I am getting more energy, so I am trying new foods. Really, really odd new foods, but necessity is the mother of invention, isn't it?

And didn't that just make me sound like my Nana, eh?

So today I made...meatloaf! Not for the kids, but meatloaf for ME. Which was rather like figuring out how to make ice cream when all you can eat is milk and snow peas.


It's not pretty, but wow was it awesome to eat. This sucker is gluten free, tomato free, sugarcane free, and egg free, but I imagine the flavor is mild unless you've been on a limited diet for a while like myself.

GF, tomato free, sugarcane free, egg free Meatloaf
What you need:
2 pounds ground meat (I used buffalo)
1 large sweet potato or yam, cooked and puréed (I baked mine like a baked potato)
1/2 cup uncooked, or 1 cup cooked, whole grain (I used quinoa and amaranth)
sea salt to taste

What you do:
1. Preheat the oven to 350 F. Get out a loaf pan. You can oil the bottom of it or not, your choice. I didn't bother since I have limited oil I can use.
2. Mix the meat, the salt, and the puréed sweet potato together. If you have any other seasonings you can use, this would be the time to add them in.
3. If you prefer to use uncooked whole grain, pour them into the bottom of the pan and spread them out until they evenly covers the bottom. If you prefer to used already cooked grains, mix them into the meat mixture.
4. Press the meat mixture into the pan and pop that sucker into the oven. Depending on the grains used, the size of the sweet potato, and your altitude, it can take from 45 - 70 minutes to cook. Mine was done about 50 minutes.

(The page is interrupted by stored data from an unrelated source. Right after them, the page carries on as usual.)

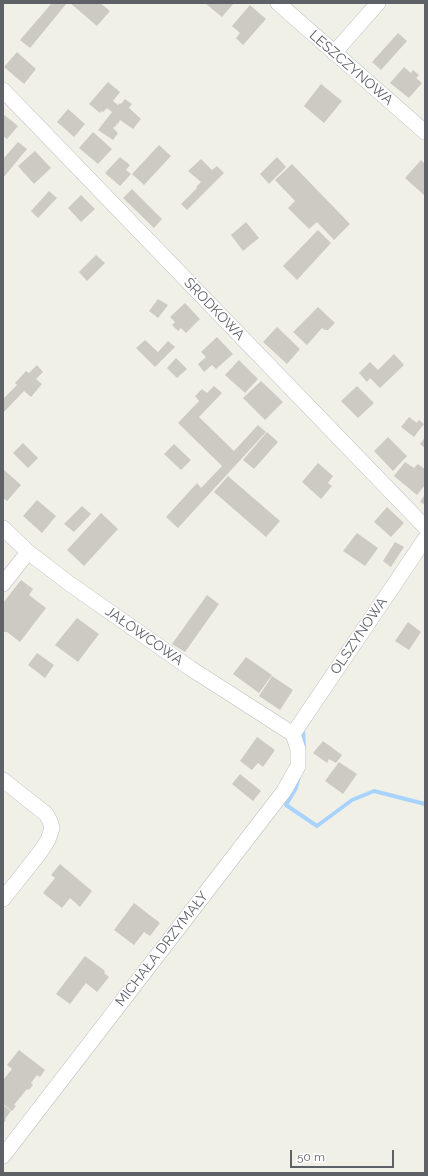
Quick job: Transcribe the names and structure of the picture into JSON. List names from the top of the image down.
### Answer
{
  "streets": {
    "street": [
      "LESZCZYNOWA",
      "ŚRODKOWA",
      "JAŁOWCOWA",
      "OLSZYNOWA",
      "MICHAŁA DRZYMAŁY"
    ]
  },
  "crossings": [
    ["JAŁOWCOWA", "OLSZYNOWA"],
    ["JAŁOWCOWA", "MICHAŁA DRZYMAŁY"],
    ["OLSZYNOWA", "MICHAŁA DRZYMAŁY"]
  ],
  "scale_bar": "50 m"
}
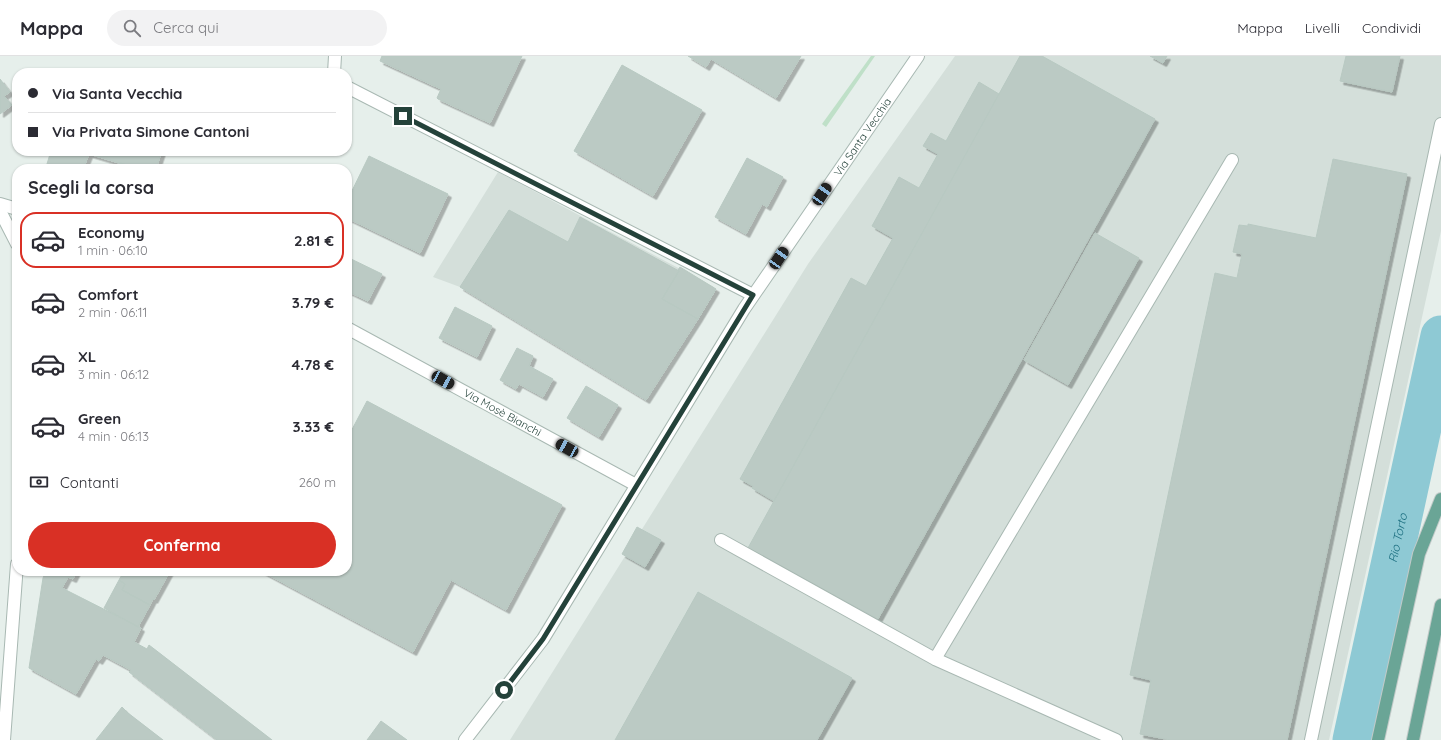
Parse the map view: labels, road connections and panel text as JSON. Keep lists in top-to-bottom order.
{
  "streets": {
    "street": ["Via Santa Vecchia", "Via Mosè Bianchi"]
  },
  "crossings": [
    ["Via Santa Vecchia", "Via Mosè Bianchi"]
  ],
  "water": ["Rio Torto"],
  "page": {
    "header": "Mappa",
    "search": "Cerca qui",
    "nav": ["Mappa", "Livelli", "Condividi"],
    "banner": ["Via Santa Vecchia", "Via Privata Simone Cantoni"],
    "heading": "Scegli la corsa",
    "list": [
      {
        "name": "Economy",
        "note": "1 min · 06:10",
        "value": "2.81 €"
      },
      {
        "name": "Comfort",
        "note": "2 min · 06:11",
        "value": "3.79 €"
      },
      {
        "name": "XL",
        "note": "3 min · 06:12",
        "value": "4.78 €"
      },
      {
        "name": "Green",
        "note": "4 min · 06:13",
        "value": "3.33 €"
      }
    ],
    "pay": ["Contanti", "260 m"],
    "buttons": "Conferma"
  }
}
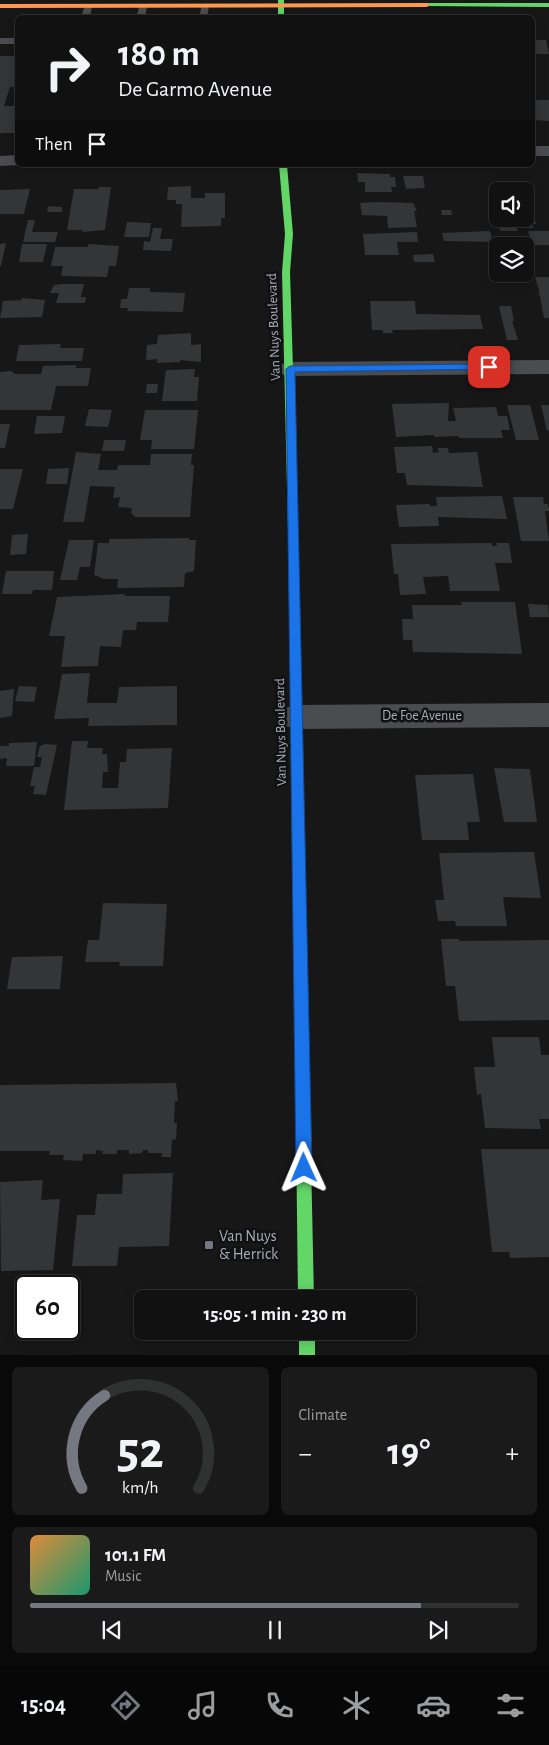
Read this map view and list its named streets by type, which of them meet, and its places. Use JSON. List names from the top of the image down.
{
  "streets": {
    "main road": ["Van Nuys Boulevard"],
    "street": ["De Foe Avenue"]
  },
  "crossings": [
    ["Van Nuys Boulevard", "De Foe Avenue"]
  ],
  "places": {
    "transit": ["Van Nuys & Herrick"]
  },
  "page": {
    "turn": ["180 m", "De Garmo Avenue"],
    "then": "Then",
    "limit": "60",
    "trip": "15:05 · 1 min · 230 m",
    "tile": "Climate",
    "heat": ["−", "19°", "+"],
    "song": ["101.1 FM", "Music"],
    "tabs": "15:04",
    "gauge": ["52", "km/h"]
  }
}
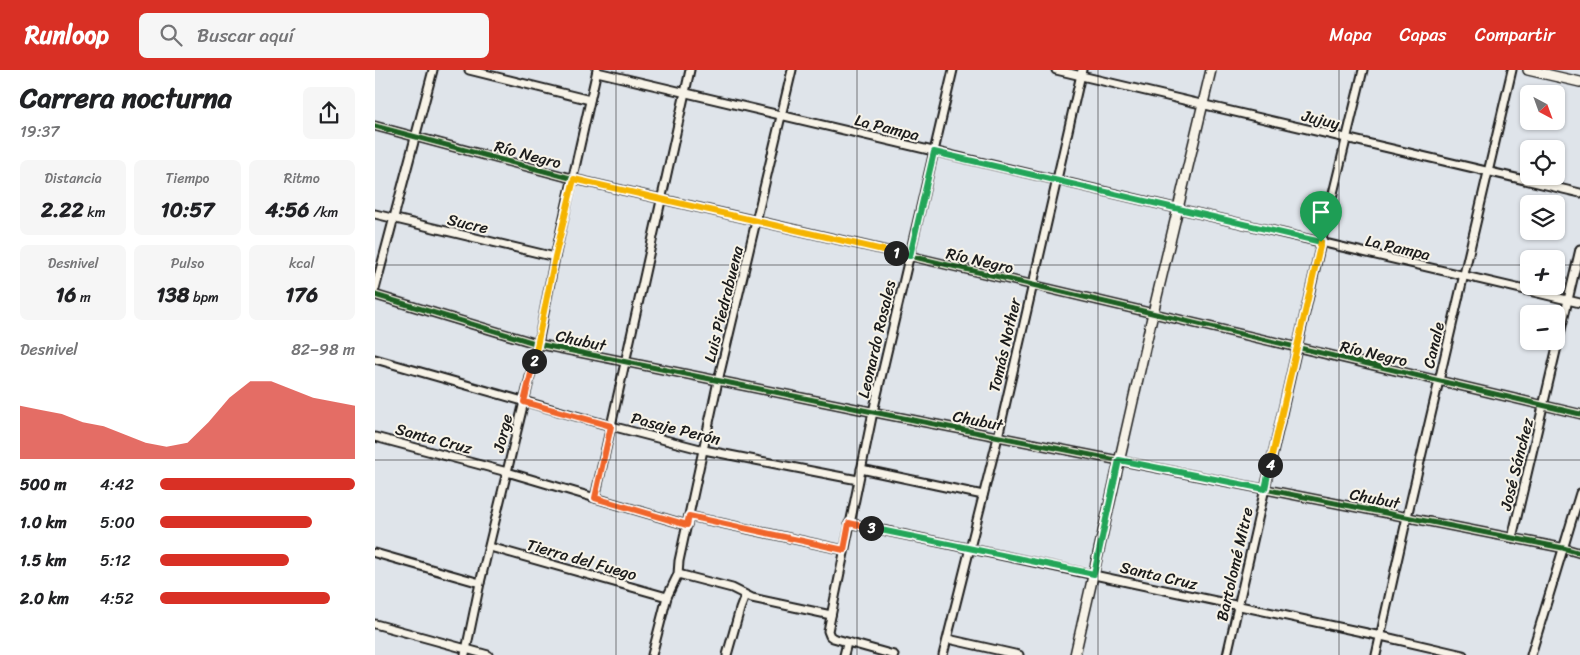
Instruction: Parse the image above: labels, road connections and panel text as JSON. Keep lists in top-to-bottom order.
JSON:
{
  "streets": {
    "street": [
      "Jujuy",
      "La Pampa",
      "Río Negro",
      "Sucre",
      "Luis Piedrabuena",
      "Leonardo Rosales",
      "Chubut",
      "Tomás Nother",
      "Canale",
      "Pasaje Perón",
      "Jorge",
      "Santa Cruz",
      "José Sánchez",
      "Tierra del Fuego",
      "Bartolomé Mitre"
    ]
  },
  "crossings": [
    ["Jujuy", "Tomás Nother"],
    ["Jujuy", "Canale"],
    ["Jujuy", "Bartolomé Mitre"],
    ["La Pampa", "Luis Piedrabuena"],
    ["La Pampa", "Leonardo Rosales"],
    ["La Pampa", "Tomás Nother"],
    ["La Pampa", "Canale"],
    ["La Pampa", "Jorge"],
    ["La Pampa", "José Sánchez"],
    ["La Pampa", "Bartolomé Mitre"],
    ["Río Negro", "Luis Piedrabuena"],
    ["Río Negro", "Leonardo Rosales"],
    ["Río Negro", "Tomás Nother"],
    ["Río Negro", "Canale"],
    ["Río Negro", "Jorge"],
    ["Río Negro", "José Sánchez"],
    ["Río Negro", "Bartolomé Mitre"],
    ["Sucre", "Jorge"],
    ["Luis Piedrabuena", "Chubut"],
    ["Luis Piedrabuena", "Pasaje Perón"],
    ["Luis Piedrabuena", "Santa Cruz"],
    ["Luis Piedrabuena", "Tierra del Fuego"],
    ["Leonardo Rosales", "Chubut"],
    ["Leonardo Rosales", "Pasaje Perón"],
    ["Leonardo Rosales", "Santa Cruz"],
    ["Chubut", "Tomás Nother"],
    ["Chubut", "Canale"],
    ["Chubut", "Jorge"],
    ["Chubut", "José Sánchez"],
    ["Chubut", "Bartolomé Mitre"],
    ["Tomás Nother", "Santa Cruz"],
    ["Canale", "Santa Cruz"],
    ["Pasaje Perón", "Jorge"],
    ["Jorge", "Santa Cruz"],
    ["Jorge", "Tierra del Fuego"],
    ["Santa Cruz", "Bartolomé Mitre"]
  ],
  "north": "bottom right",
  "page": {
    "header": "Runloop",
    "search": "Buscar aquí",
    "nav": ["Mapa", "Capas", "Compartir"],
    "heading": ["Carrera nocturna", "19:37"],
    "map_buttons": ["+", "−"],
    "stats": [
      ["Distancia", "2.22 km"],
      ["Tiempo", "10:57"],
      ["Ritmo", "4:56 /km"],
      ["Desnivel", "16 m"],
      ["Pulso", "138 bpm"],
      ["kcal", "176"]
    ],
    "pins": [
      "1",
      "2",
      "4",
      "3"
    ],
    "chart": ["Desnivel", "82–98 m"],
    "list": [
      {
        "name": "500 m",
        "note": "4:42"
      },
      {
        "name": "1.0 km",
        "note": "5:00"
      },
      {
        "name": "1.5 km",
        "note": "5:12"
      },
      {
        "name": "2.0 km",
        "note": "4:52"
      }
    ]
  }
}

The texture is soft, and the flavor was like an extremely mild BBQ sauce added to the meat. Some grains go better with the meat than others. Rice does very well, quinoa does all right, but amaranth doesn't blend well, flavor-wise, with certain meats.


Rotation Diet Tip

It's not perfect, but you can use this while you are on a rotation diet, as well. I have only one meat, but two grains, so I put one grain in half the meatloaf, and one grain in the other half. Then I could eat it more than one day in a row, and it really cut down on cooking. Of course, there will be a little mixing of the food in the juices, but I was willing to cheat a bit on that.

I think it could be made so that the juices didn't mix, however, if you put a little tinfoil barrier in between the two different grains, or perhaps use two different grains and meats both and enclose each half in tinfoil and put them in the same pan together. Always nice to cook once and eat twice.

7/3/10 - An additional tip. Use the red sweet potatoes as opposed to the pale fleshed ones. The taste is much better!